Input data =>
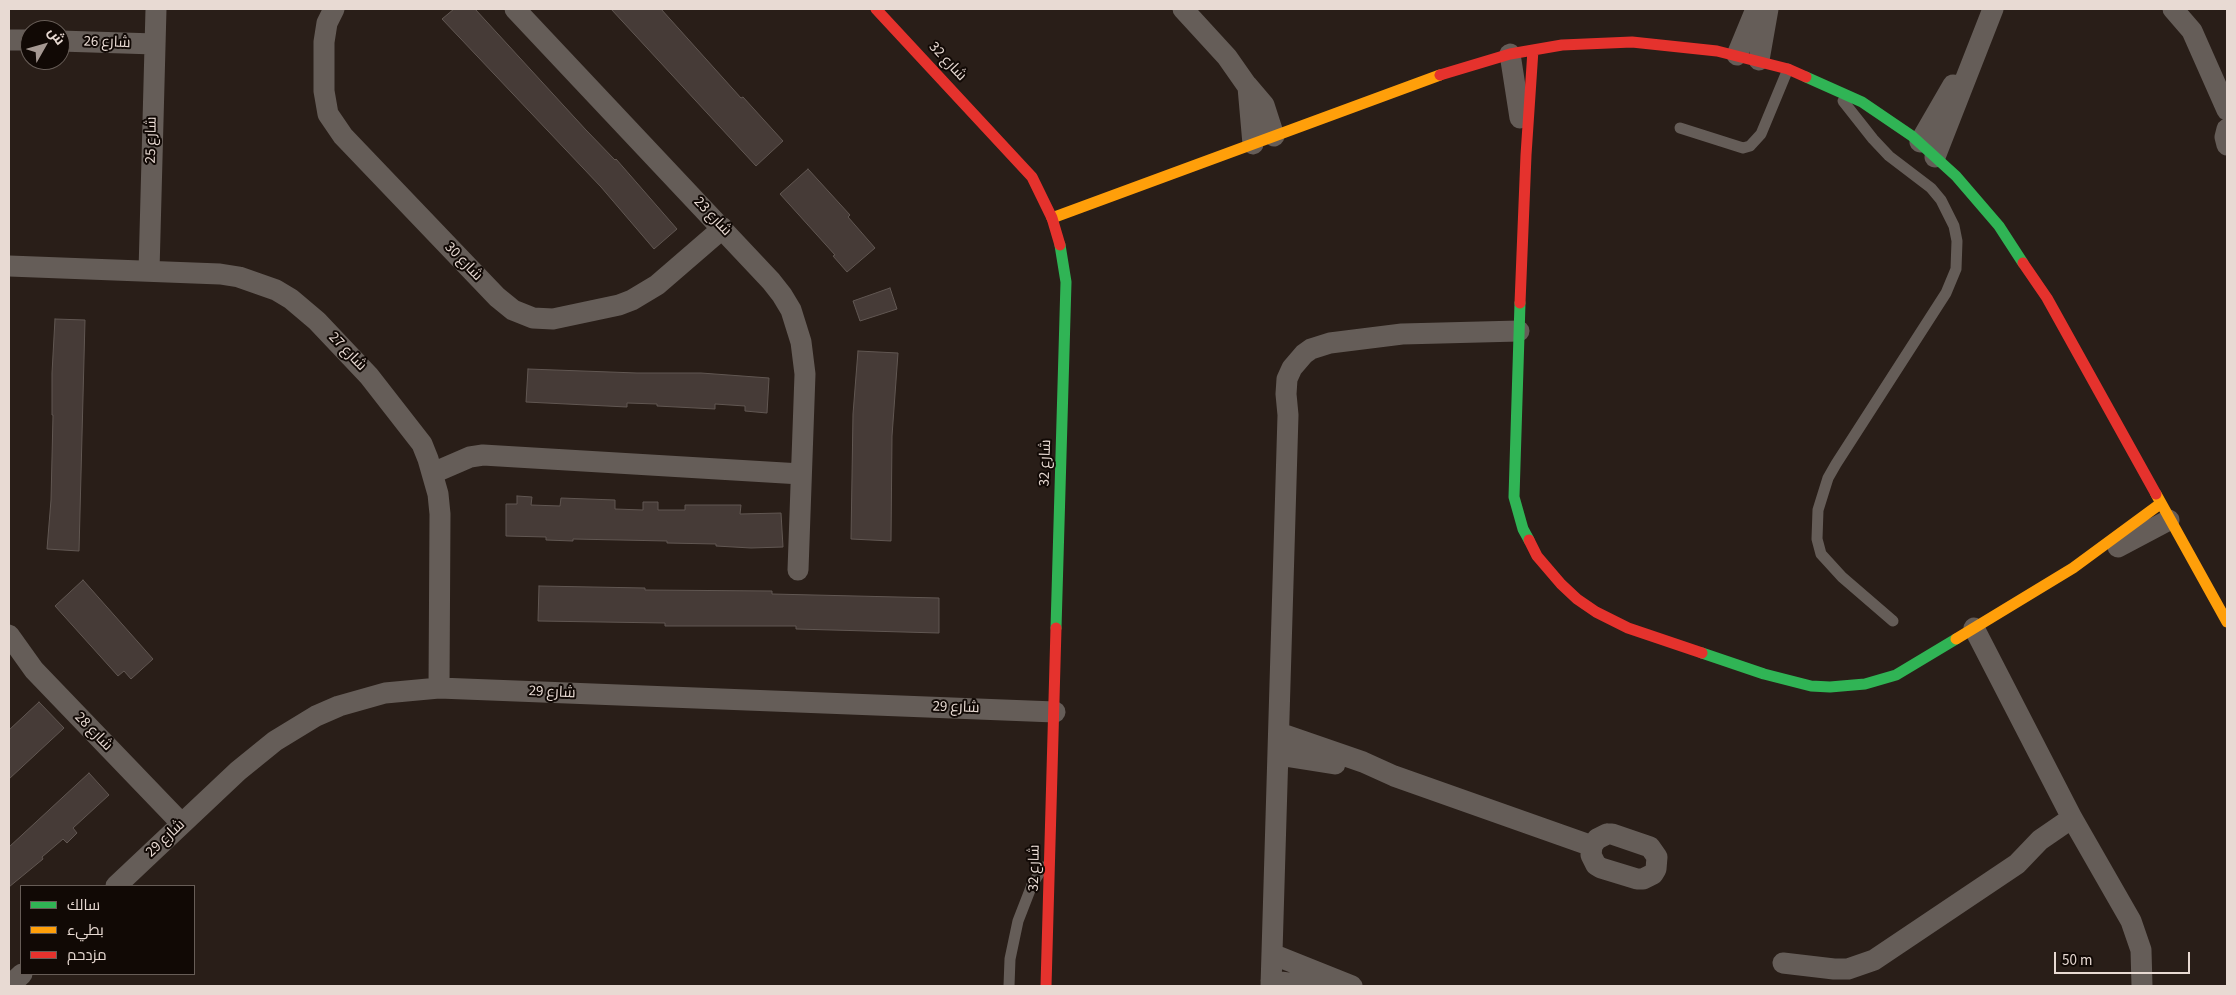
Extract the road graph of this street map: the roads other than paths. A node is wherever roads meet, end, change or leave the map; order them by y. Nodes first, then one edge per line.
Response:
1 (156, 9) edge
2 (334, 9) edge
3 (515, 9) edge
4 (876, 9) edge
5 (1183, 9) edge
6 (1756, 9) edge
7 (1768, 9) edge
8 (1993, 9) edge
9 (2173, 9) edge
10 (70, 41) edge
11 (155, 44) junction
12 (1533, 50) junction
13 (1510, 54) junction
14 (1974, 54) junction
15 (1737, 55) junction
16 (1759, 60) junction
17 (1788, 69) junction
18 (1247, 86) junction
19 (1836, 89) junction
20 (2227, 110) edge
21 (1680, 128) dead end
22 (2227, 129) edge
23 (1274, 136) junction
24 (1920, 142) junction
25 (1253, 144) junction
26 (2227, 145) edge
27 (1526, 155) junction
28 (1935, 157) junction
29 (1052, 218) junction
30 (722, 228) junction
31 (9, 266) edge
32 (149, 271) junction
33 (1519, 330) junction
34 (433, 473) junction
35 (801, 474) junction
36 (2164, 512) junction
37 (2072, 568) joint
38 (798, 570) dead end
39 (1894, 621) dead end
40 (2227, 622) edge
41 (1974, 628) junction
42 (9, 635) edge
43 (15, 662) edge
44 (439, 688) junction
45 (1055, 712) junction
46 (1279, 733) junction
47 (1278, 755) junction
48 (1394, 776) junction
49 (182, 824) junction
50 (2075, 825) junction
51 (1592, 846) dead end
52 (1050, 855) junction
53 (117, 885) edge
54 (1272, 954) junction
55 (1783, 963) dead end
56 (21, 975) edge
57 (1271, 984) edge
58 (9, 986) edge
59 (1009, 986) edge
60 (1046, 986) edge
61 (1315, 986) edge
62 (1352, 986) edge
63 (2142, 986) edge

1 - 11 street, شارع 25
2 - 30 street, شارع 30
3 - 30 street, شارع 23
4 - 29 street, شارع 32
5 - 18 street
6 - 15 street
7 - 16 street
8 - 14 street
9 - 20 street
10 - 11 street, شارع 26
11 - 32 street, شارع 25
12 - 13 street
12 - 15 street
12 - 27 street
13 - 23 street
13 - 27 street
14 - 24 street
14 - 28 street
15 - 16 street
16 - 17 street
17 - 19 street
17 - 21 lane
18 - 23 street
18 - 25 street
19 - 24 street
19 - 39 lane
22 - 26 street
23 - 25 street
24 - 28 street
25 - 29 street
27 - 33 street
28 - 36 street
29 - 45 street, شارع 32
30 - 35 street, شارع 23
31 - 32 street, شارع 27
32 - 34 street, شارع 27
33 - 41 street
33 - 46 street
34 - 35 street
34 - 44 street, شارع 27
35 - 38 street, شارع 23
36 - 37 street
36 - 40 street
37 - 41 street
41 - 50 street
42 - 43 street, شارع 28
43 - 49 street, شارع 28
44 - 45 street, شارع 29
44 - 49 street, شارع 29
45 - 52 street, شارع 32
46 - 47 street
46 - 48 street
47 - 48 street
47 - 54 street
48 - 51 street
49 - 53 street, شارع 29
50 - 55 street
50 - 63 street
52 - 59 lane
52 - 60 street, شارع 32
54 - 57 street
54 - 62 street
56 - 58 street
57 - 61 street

Work order => Return every line of the listing above where "dead" appears.

Answer =>
21 (1680, 128) dead end
38 (798, 570) dead end
39 (1894, 621) dead end
51 (1592, 846) dead end
55 (1783, 963) dead end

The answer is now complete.